# Task:
Please give the whole listing again word for word, and drop any pictures it holds.
=== Begin Enclosure ===
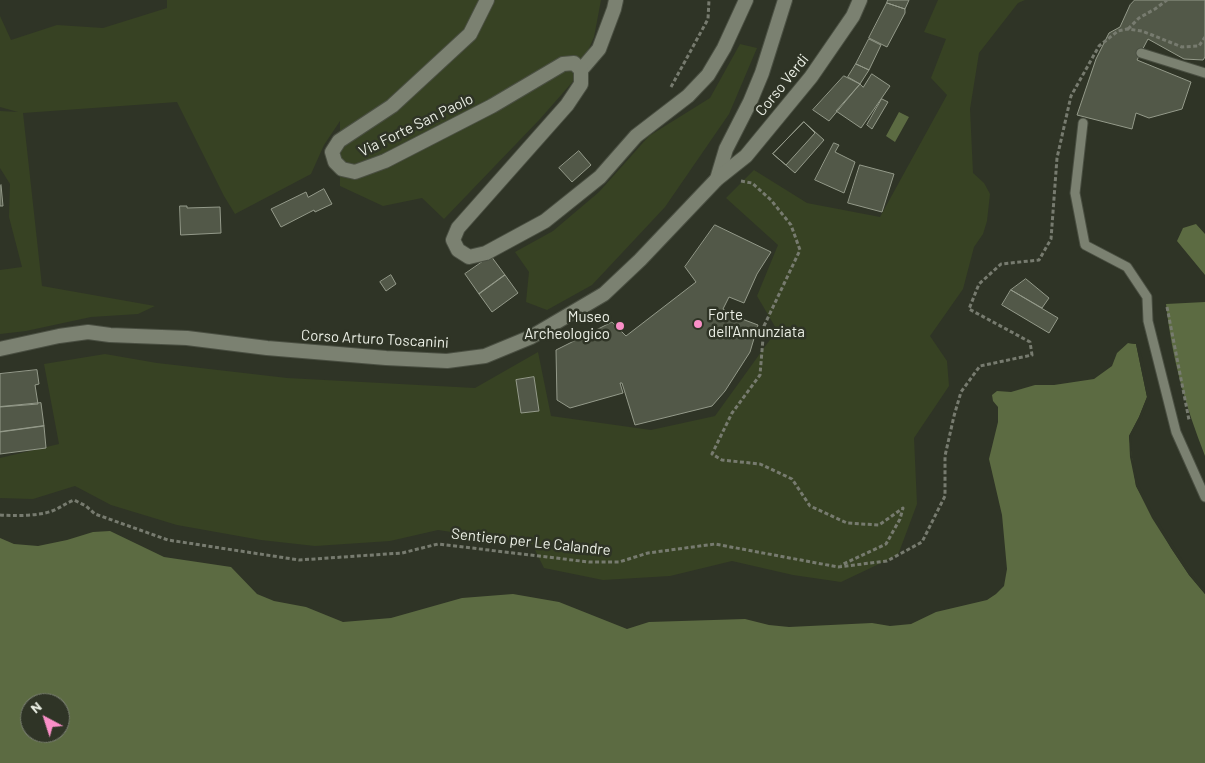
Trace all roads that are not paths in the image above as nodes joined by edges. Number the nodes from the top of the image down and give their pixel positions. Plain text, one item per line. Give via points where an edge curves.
1 (487, 0) edge
2 (616, 0) edge
3 (746, 0) edge
4 (785, 0) edge
5 (860, 0) edge
6 (1141, 53) dead end
7 (581, 70) junction
8 (1205, 73) edge
9 (1083, 123) dead end
10 (717, 179) junction
11 (0, 349) edge
12 (1205, 497) edge

1 - 7 street, Via Forte San Paolo via 470,34 392,106 339,141 332,152 342,169 355,172 385,160 492,106 563,64 574,64
2 - 7 street via 599,48
3 - 7 street via 708,75 688,96 636,136 600,177 544,221 486,253 468,257 458,250 454,240 458,228 567,105 581,84
4 - 10 street via 762,73 726,149
5 - 10 street, Corso Verdi via 853,16 811,77 746,156
6 - 8 lane
9 - 12 lane via 1075,193 1085,245 1127,268 1147,297 1148,321 1176,432
10 - 11 street, Corso Arturo Toscanini via 604,294 531,337 485,356 447,361 386,358 187,338 88,332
=== End Enclosure ===
# Answer section:
Trace all roads that are not paths in the image above as nodes joined by edges. Number the nodes from the top of the image down and give their pixel positions. Plain text, one item per line. Give via points where an edge curves.
1 (487, 0) edge
2 (616, 0) edge
3 (746, 0) edge
4 (785, 0) edge
5 (860, 0) edge
6 (1141, 53) dead end
7 (581, 70) junction
8 (1205, 73) edge
9 (1083, 123) dead end
10 (717, 179) junction
11 (0, 349) edge
12 (1205, 497) edge

1 - 7 street, Via Forte San Paolo via 470,34 392,106 339,141 332,152 342,169 355,172 385,160 492,106 563,64 574,64
2 - 7 street via 599,48
3 - 7 street via 708,75 688,96 636,136 600,177 544,221 486,253 468,257 458,250 454,240 458,228 567,105 581,84
4 - 10 street via 762,73 726,149
5 - 10 street, Corso Verdi via 853,16 811,77 746,156
6 - 8 lane
9 - 12 lane via 1075,193 1085,245 1127,268 1147,297 1148,321 1176,432
10 - 11 street, Corso Arturo Toscanini via 604,294 531,337 485,356 447,361 386,358 187,338 88,332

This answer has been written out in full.